Filter the entries for the string "path". Copy each line that has it.

[Saved data entries]
____________
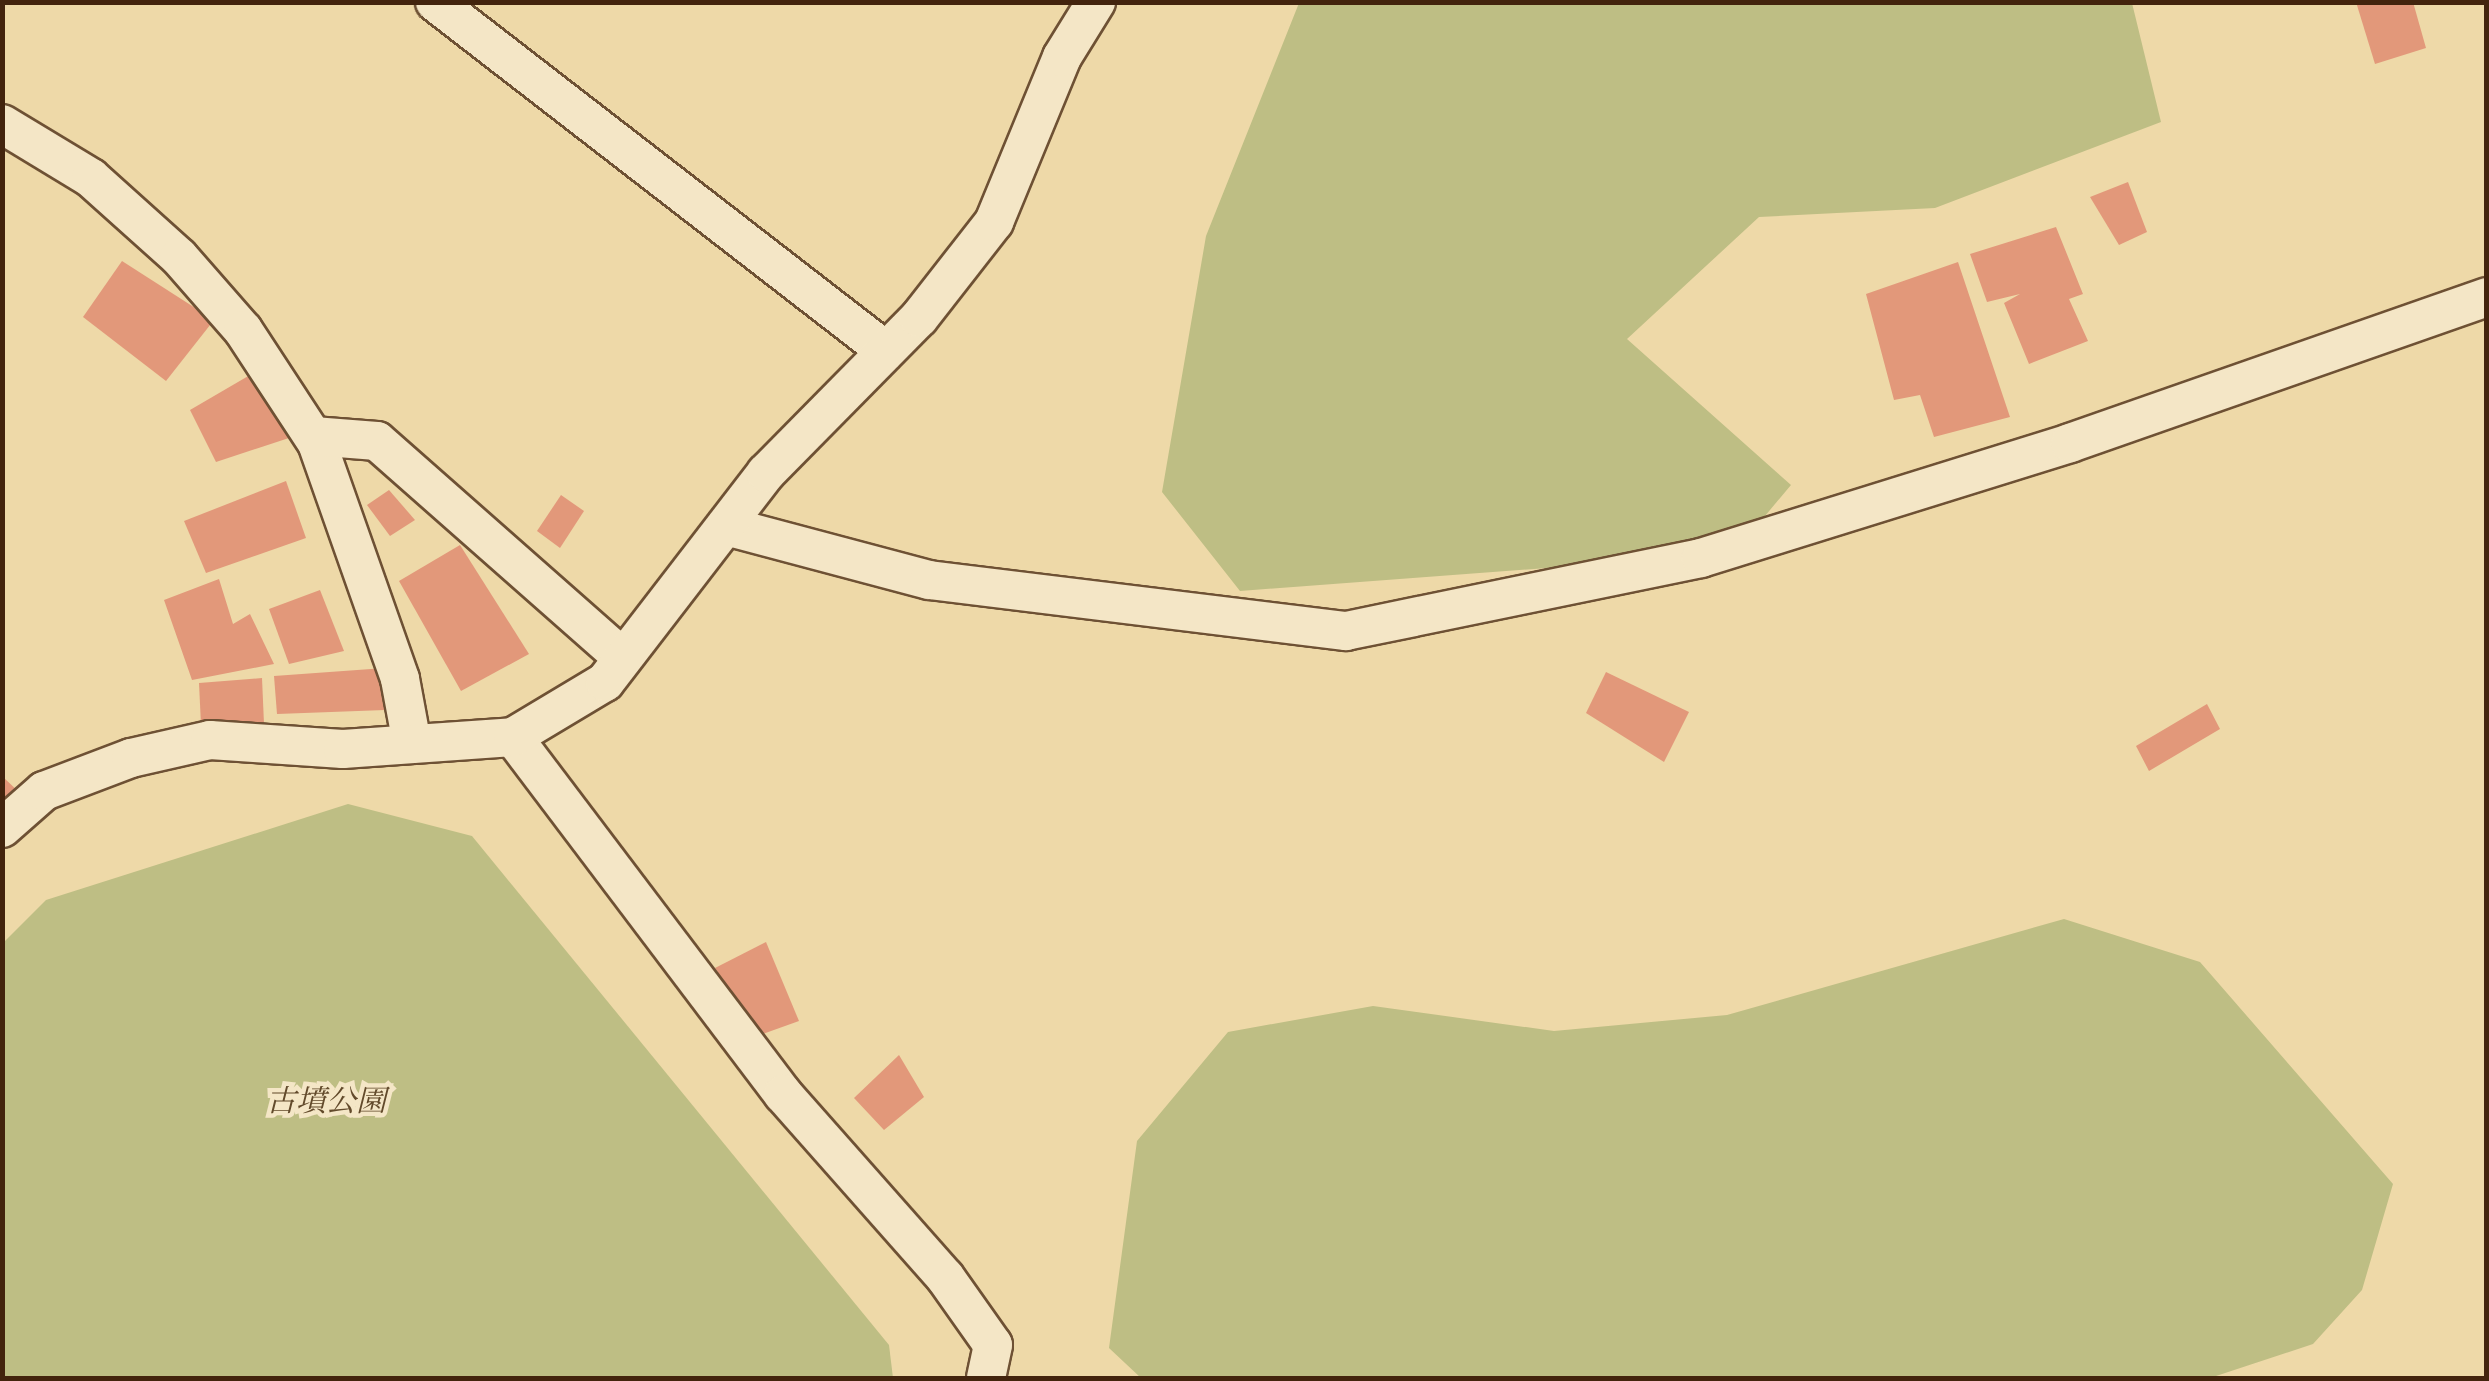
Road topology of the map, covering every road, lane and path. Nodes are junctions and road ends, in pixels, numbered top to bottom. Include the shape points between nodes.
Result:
1 (435, 2) edge
2 (1096, 2) edge
3 (2, 124) edge
4 (2486, 297) edge
5 (886, 351) junction
6 (312, 436) junction
7 (726, 526) junction
8 (623, 658) junction
9 (512, 737) junction
10 (412, 744) junction
11 (2, 828) edge
12 (986, 1378) edge

1 - 5 street
2 - 5 street via 1062,57 994,222
3 - 6 street via 91,178 178,257 243,330
4 - 7 street via 2070,443 1701,558 1346,631 929,580
5 - 7 street
6 - 8 street via 377,442
6 - 10 street via 400,679
7 - 8 street
8 - 9 street via 605,682
9 - 10 street
9 - 12 street via 783,1094 945,1277 993,1345
10 - 11 street via 210,740 44,791

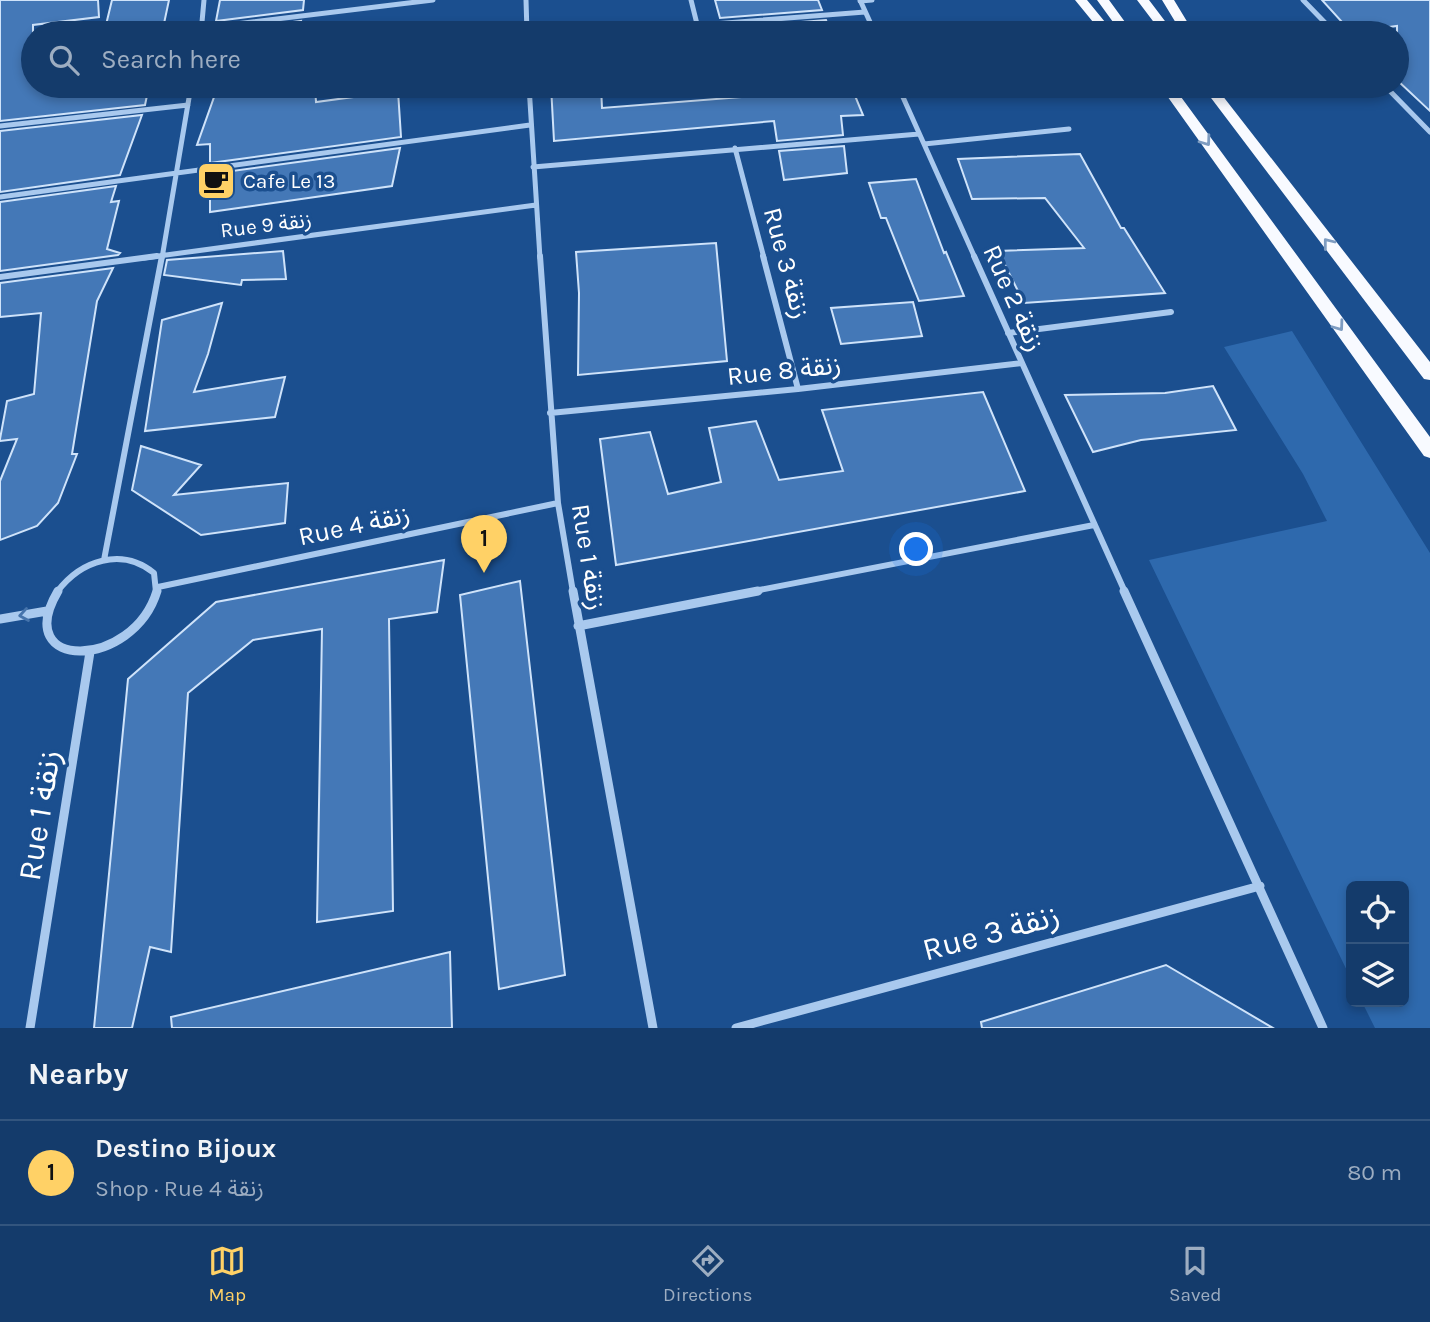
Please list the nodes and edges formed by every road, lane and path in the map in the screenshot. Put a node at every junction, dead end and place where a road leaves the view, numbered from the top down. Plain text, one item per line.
____________
Completed exercise:
Road topology of the map, covering every road, lane and path. Nodes are junctions and road ends, in pixels, numbered top to bottom. Include the shape points between nodes.
Please list the nodes and edges formed by every road, lane and path in the map in the screenshot. Put a node at every junction, dead end and place where a road leaves the view, numbered from the top down. Plain text, one item per line.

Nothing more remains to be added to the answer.